As mulheres falavam das novidades das picadas, enquanto a dona da casa preparava o café da tarde. Os jovens já pensavam no baile da noite. Nesse período, as senhoras e moças confeccionavam o seu único vestido novo do ano. E os bailes se repetiam nos dias seguintes.

 

Representação das festas de Kerb pelo grupo de danças folclóricas de Estrela / Crédito: Arquivo Pessoal


Ao som da Polonese

Ao final das celebrações religiosas, a comunidade era conduzida com música alegre até o salão. Uma das danças que abria a festa era coreografada As pessoas andavam em filas pelo pavilhão e convidavam quem estava sentado às mesas para o centro do cômodo. O casal mais antigo ou de mais tradição puxava o grupo, e assim iniciava a Polonese.

“Outras danças que os grupos folclóricos apresentavam quase como regra no Kerb era o Herr Schmidt, o Siebenschritt, e algumas valsas específicas”, recorda o instrutor de danças folclóricas de Estrela, Andréas Hamster. Outros ritmos característicos de Kerb são Isabella, Suzana, Mariechenwalser e Trink-Brüderlein-Trink.

Mais tarde os corais também passaram a fazer parte das festividades e das celebrações religiosas. O regente de coros e professor Ariberto Magedanz, explica que o Kerb e os corais são duas tradições germânicas independentes, mas que se relacionam. “Os corais tem um repertório muito variado, participam de festas, participam de missas e celebrações. Nos festejos de Kerb os corais também estavam sempre presentes”, destaca.


O que restou da tradição

No início, as festas eram frequentadas principalmente por agricultores, camponeses e suas famílias. Mas quando surgiram as primeiras indústrias, as pessoas começaram a trabalhar às segundas de manhã. O baile, então, foi transferido para sábados e domingos. Hoje, o mais comum é serem celebrados em apenas uma noite.
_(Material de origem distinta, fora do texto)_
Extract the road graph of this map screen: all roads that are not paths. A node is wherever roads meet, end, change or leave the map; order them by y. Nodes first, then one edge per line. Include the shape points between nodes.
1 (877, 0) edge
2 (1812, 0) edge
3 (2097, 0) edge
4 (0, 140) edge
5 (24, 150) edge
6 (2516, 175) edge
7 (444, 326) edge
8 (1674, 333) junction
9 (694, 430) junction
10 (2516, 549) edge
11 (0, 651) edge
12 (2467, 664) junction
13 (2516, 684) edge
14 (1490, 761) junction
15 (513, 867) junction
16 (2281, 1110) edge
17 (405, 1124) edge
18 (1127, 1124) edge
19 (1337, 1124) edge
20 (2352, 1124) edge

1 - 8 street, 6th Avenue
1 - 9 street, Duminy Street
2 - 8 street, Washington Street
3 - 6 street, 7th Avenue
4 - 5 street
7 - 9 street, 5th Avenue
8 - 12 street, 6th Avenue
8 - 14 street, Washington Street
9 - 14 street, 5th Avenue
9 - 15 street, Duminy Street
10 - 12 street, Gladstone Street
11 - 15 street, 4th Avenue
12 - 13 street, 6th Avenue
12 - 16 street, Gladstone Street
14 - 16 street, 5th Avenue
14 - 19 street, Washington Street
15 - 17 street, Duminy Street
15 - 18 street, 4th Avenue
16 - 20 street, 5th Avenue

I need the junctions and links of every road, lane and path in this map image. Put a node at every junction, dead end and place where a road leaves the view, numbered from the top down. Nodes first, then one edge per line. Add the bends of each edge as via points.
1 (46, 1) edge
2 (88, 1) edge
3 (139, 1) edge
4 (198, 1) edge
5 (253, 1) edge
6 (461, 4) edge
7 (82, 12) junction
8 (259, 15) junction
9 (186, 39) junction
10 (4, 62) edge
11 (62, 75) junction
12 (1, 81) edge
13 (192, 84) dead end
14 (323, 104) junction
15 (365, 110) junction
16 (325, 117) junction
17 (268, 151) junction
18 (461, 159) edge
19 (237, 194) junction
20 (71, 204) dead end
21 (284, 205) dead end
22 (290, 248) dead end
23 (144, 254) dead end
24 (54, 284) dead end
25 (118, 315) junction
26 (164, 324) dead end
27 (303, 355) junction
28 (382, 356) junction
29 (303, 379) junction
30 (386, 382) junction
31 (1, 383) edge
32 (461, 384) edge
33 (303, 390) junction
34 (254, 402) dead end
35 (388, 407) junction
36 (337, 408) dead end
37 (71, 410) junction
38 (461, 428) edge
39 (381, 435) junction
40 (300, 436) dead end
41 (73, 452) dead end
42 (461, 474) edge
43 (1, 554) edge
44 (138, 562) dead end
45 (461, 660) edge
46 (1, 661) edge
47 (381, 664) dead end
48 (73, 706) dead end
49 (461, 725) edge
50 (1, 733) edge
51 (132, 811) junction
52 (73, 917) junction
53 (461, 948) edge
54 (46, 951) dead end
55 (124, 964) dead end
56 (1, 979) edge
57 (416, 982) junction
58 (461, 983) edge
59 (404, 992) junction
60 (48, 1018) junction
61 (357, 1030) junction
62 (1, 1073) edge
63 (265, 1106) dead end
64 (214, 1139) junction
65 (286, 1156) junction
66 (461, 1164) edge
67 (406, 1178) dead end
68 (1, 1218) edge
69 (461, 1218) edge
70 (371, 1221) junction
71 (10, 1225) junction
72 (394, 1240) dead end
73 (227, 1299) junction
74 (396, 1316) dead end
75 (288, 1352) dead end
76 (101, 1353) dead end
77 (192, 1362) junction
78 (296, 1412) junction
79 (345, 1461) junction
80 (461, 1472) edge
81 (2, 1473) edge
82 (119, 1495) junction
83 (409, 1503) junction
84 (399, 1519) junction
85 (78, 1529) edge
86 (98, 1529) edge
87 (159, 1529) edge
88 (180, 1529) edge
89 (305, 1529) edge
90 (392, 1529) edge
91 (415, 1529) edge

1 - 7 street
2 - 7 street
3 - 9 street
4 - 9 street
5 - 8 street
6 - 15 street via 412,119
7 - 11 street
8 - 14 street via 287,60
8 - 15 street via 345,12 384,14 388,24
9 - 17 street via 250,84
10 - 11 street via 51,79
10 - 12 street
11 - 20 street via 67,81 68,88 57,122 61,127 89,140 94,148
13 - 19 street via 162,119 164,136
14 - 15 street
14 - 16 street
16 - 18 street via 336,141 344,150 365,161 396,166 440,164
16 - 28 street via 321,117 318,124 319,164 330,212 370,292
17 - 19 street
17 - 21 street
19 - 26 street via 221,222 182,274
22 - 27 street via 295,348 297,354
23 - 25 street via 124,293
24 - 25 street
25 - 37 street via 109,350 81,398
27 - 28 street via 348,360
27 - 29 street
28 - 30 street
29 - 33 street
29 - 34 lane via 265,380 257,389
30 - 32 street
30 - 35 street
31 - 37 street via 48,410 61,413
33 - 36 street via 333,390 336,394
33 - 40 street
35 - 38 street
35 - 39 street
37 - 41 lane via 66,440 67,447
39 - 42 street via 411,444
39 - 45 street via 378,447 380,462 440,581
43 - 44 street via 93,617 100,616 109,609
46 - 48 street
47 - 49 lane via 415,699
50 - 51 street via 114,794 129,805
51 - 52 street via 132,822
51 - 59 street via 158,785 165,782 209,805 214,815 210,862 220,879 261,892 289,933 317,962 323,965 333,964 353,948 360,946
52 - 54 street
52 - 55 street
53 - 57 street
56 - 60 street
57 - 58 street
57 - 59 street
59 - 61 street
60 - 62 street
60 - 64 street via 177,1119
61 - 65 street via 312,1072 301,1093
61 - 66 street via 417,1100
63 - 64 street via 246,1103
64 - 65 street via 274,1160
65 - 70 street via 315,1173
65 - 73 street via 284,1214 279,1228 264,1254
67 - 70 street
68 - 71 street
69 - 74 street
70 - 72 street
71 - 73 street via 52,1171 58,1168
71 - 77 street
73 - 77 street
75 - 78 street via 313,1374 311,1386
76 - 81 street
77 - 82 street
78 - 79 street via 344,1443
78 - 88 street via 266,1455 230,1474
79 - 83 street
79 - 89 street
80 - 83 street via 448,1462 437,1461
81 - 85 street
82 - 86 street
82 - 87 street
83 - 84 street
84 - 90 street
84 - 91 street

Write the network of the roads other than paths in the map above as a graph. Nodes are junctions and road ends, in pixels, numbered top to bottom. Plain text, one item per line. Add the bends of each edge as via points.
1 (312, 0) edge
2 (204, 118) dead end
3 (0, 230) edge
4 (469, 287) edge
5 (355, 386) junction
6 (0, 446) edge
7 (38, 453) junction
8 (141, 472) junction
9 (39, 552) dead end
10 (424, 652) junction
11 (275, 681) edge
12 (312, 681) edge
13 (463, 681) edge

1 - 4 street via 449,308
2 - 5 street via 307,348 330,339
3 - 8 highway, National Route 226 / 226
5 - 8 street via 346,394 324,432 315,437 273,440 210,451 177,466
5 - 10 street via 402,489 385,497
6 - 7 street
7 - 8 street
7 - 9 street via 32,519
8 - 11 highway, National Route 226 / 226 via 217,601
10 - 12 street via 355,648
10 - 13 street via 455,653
Uma das comunidades que ainda mantém o costume do Kerb é Poço das Antas, onde a festa ganhou grande proporções. Algumas celebrações chegaram a reunir 5 mil pessoas de diversos lugares do estado. Não é à toa que o município é conhecido como a terra do Kerb.

O presidente da Associação Sociocultural Poço das Antas (Sascpa), Pedro Steffen ajudou a construir, ao lado do pai, o salão onde ocorrem os bailes da comunidade católica. Faz 40 anos que está envolvido com as festas marcadas para domingo e terça-feira, e hoje está na organização.

“São 29, 30 anos de tradição. Nos últimos bailes, cerca de 100 pessoas da comunidade se ofereceram para ajudar”, afirma. Muitas vezes a rua em frente à igreja era fechada para receber os visitantes, e inúmeras bandeiras coloriam o ambiente para a festividade.

Esse costume também é visto em Colinas. Mas, na localidade, a decoração serve para mostrar quem fez parte do grupo de comendadores na organização da festa. Apesar de ser feito em apenas um dia, algumas tradições do famoso baile permaneceram, como as comidas típicas e algumas danças.

“Em virtude da modernização, da facilidade de comunicação entre as famílias, não se festeja mais os três dias. A Igreja fica enfeitada, tem culto ou missa, a banda toca e é celebrado o aniversário da comunidade, mas muita coisa mudou”, diz Edelbert Jasper, que fez parte do grupo de danças de Colinas, Morgenstern.